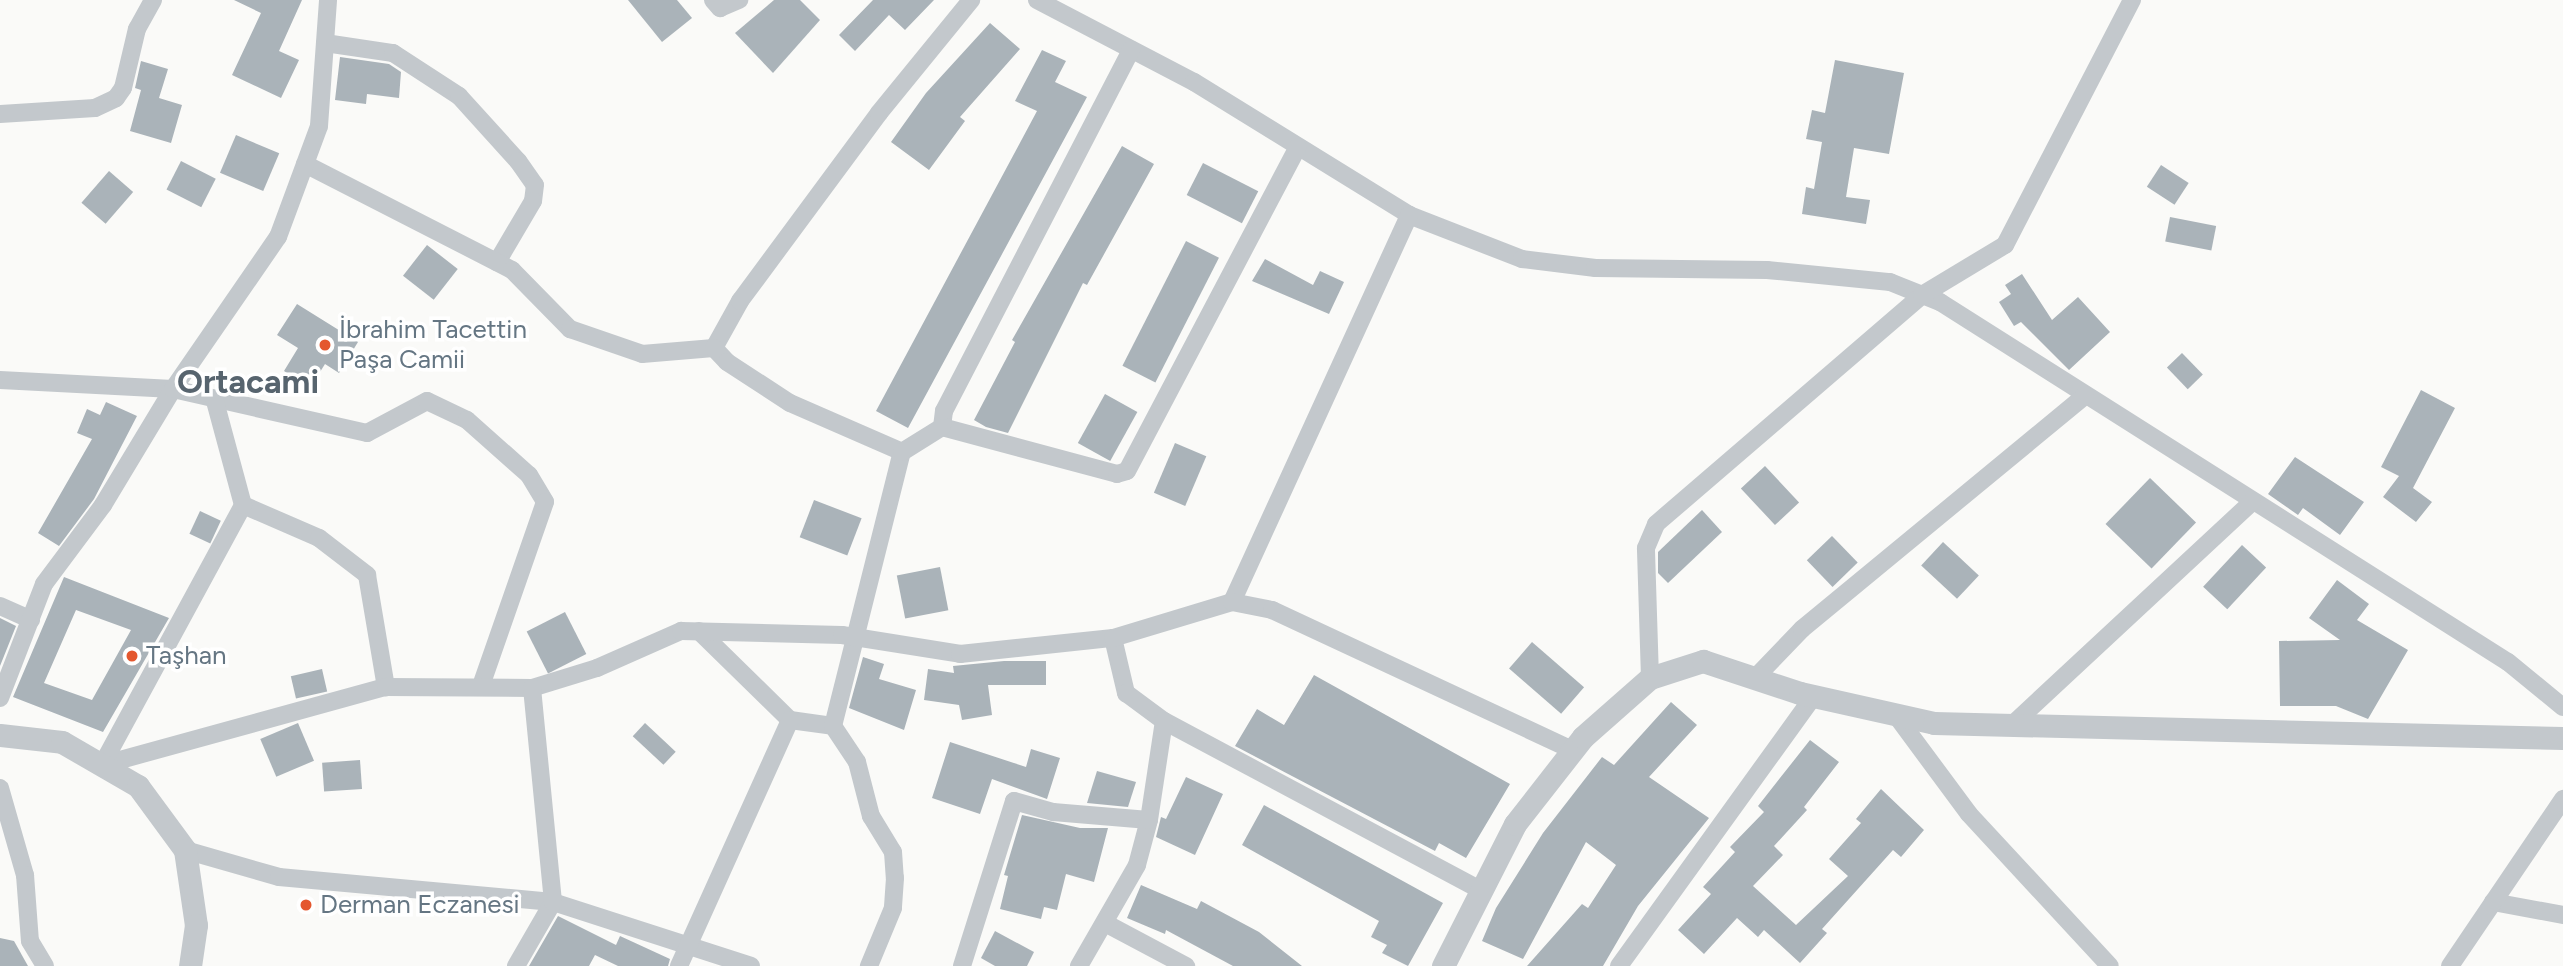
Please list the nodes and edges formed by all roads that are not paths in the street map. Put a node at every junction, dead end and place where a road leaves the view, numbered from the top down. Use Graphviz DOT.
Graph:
graph roads {
  1 [pos="153,0"];
  2 [pos="328,0"];
  3 [pos="713,0"];
  4 [pos="739,0"];
  5 [pos="971,0"];
  6 [pos="1037,0"];
  7 [pos="2132,0"];
  8 [pos="325,43"];
  9 [pos="1131,50"];
  10 [pos="0,114"];
  11 [pos="1298,147"];
  12 [pos="305,164"];
  13 [pos="1409,215"];
  14 [pos="497,262"];
  15 [pos="1922,295"];
  16 [pos="714,348"];
  17 [pos="0,380"];
  18 [pos="173,389"];
  19 [pos="2085,396"];
  20 [pos="215,401"];
  21 [pos="942,427"];
  22 [pos="902,452"];
  23 [pos="2252,502"];
  24 [pos="243,505"];
  25 [pos="1232,602"];
  26 [pos="0,606"];
  27 [pos="31,620"];
  28 [pos="699,631"];
  29 [pos="857,637"];
  30 [pos="1113,638"];
  31 [pos="1650,678"];
  32 [pos="1755,678"];
  33 [pos="481,686"];
  34 [pos="386,687"];
  35 [pos="532,688"];
  36 [pos="1814,696"];
  37 [pos="0,698"];
  38 [pos="2563,707"];
  39 [pos="1895,714"];
  40 [pos="790,720"];
  41 [pos="1164,721"];
  42 [pos="2013,724"];
  43 [pos="833,726"];
  44 [pos="0,735"];
  45 [pos="2563,738"];
  46 [pos="1572,750"];
  47 [pos="102,765"];
  48 [pos="0,792"];
  49 [pos="2563,799"];
  50 [pos="1149,820"];
  51 [pos="185,850"];
  52 [pos="1480,890"];
  53 [pos="553,902"];
  54 [pos="2493,902"];
  55 [pos="2563,915"];
  56 [pos="1105,923"];
  57 [pos="687,948"];
  58 [pos="45,966"];
  59 [pos="190,966"];
  60 [pos="516,966"];
  61 [pos="679,966"];
  62 [pos="751,966"];
  63 [pos="869,966"];
  64 [pos="962,966"];
  65 [pos="1079,966"];
  66 [pos="1186,966"];
  67 [pos="1443,966"];
  68 [pos="1619,966"];
  69 [pos="2110,966"];
  70 [pos="2450,966"];
  1 -- 10 [label="street"];
  2 -- 8 [label="street"];
  3 -- 4 [label="street"];
  5 -- 16 [label="street"];
  6 -- 9 [label="street"];
  7 -- 15 [label="street"];
  8 -- 12 [label="street"];
  8 -- 14 [label="street"];
  9 -- 11 [label="street"];
  9 -- 21 [label="street"];
  11 -- 13 [label="street"];
  11 -- 21 [label="street"];
  12 -- 14 [label="street"];
  12 -- 18 [label="street"];
  13 -- 15 [label="street"];
  13 -- 25 [label="street"];
  14 -- 16 [label="street"];
  15 -- 19 [label="street"];
  15 -- 31 [label="street"];
  16 -- 22 [label="street"];
  17 -- 18 [label="street"];
  18 -- 20 [label="street"];
  18 -- 27 [label="street"];
  19 -- 23 [label="street"];
  19 -- 32 [label="street"];
  20 -- 24 [label="street"];
  20 -- 33 [label="street"];
  21 -- 22 [label="street"];
  22 -- 29 [label="street"];
  23 -- 38 [label="street"];
  23 -- 42 [label="street"];
  24 -- 34 [label="street"];
  24 -- 47 [label="street"];
  25 -- 30 [label="street"];
  25 -- 46 [label="street"];
  26 -- 27 [label="street"];
  27 -- 37 [label="street"];
  28 -- 29 [label="street"];
  28 -- 35 [label="street"];
  28 -- 40 [label="street"];
  29 -- 30 [label="street"];
  29 -- 43 [label="street"];
  30 -- 41 [label="street"];
  31 -- 32 [label="street"];
  31 -- 46 [label="street"];
  32 -- 36 [label="street"];
  33 -- 34 [label="street"];
  33 -- 35 [label="street"];
  34 -- 47 [label="street"];
  35 -- 53 [label="street"];
  36 -- 39 [label="street"];
  36 -- 68 [label="street"];
  39 -- 42 [label="street"];
  39 -- 69 [label="street"];
  40 -- 43 [label="street"];
  40 -- 57 [label="street"];
  41 -- 50 [label="street"];
  41 -- 52 [label="street"];
  42 -- 45 [label="street"];
  43 -- 63 [label="street"];
  44 -- 47 [label="street"];
  46 -- 52 [label="street"];
  47 -- 51 [label="street"];
  48 -- 58 [label="street"];
  49 -- 54 [label="street"];
  50 -- 56 [label="street"];
  50 -- 64 [label="street"];
  51 -- 53 [label="street"];
  51 -- 59 [label="street"];
  52 -- 67 [label="street"];
  53 -- 57 [label="street"];
  53 -- 60 [label="street"];
  54 -- 55 [label="street"];
  54 -- 70 [label="street"];
  56 -- 65 [label="street"];
  56 -- 66 [label="street"];
  57 -- 61 [label="street"];
  57 -- 62 [label="street"];
}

☆ ☆ ☆ ☆

> [REQUIREMENT]:
When a line of the records includes "roads", that line belongs in the answer.

> [RESPONSE AREA]:
Please list the nodes and edges formed by all roads that are not paths in the street map. Put a node at every junction, dead end and place where a road leaves the view, numbered from the top down. Use Graphviz DOT.
graph roads {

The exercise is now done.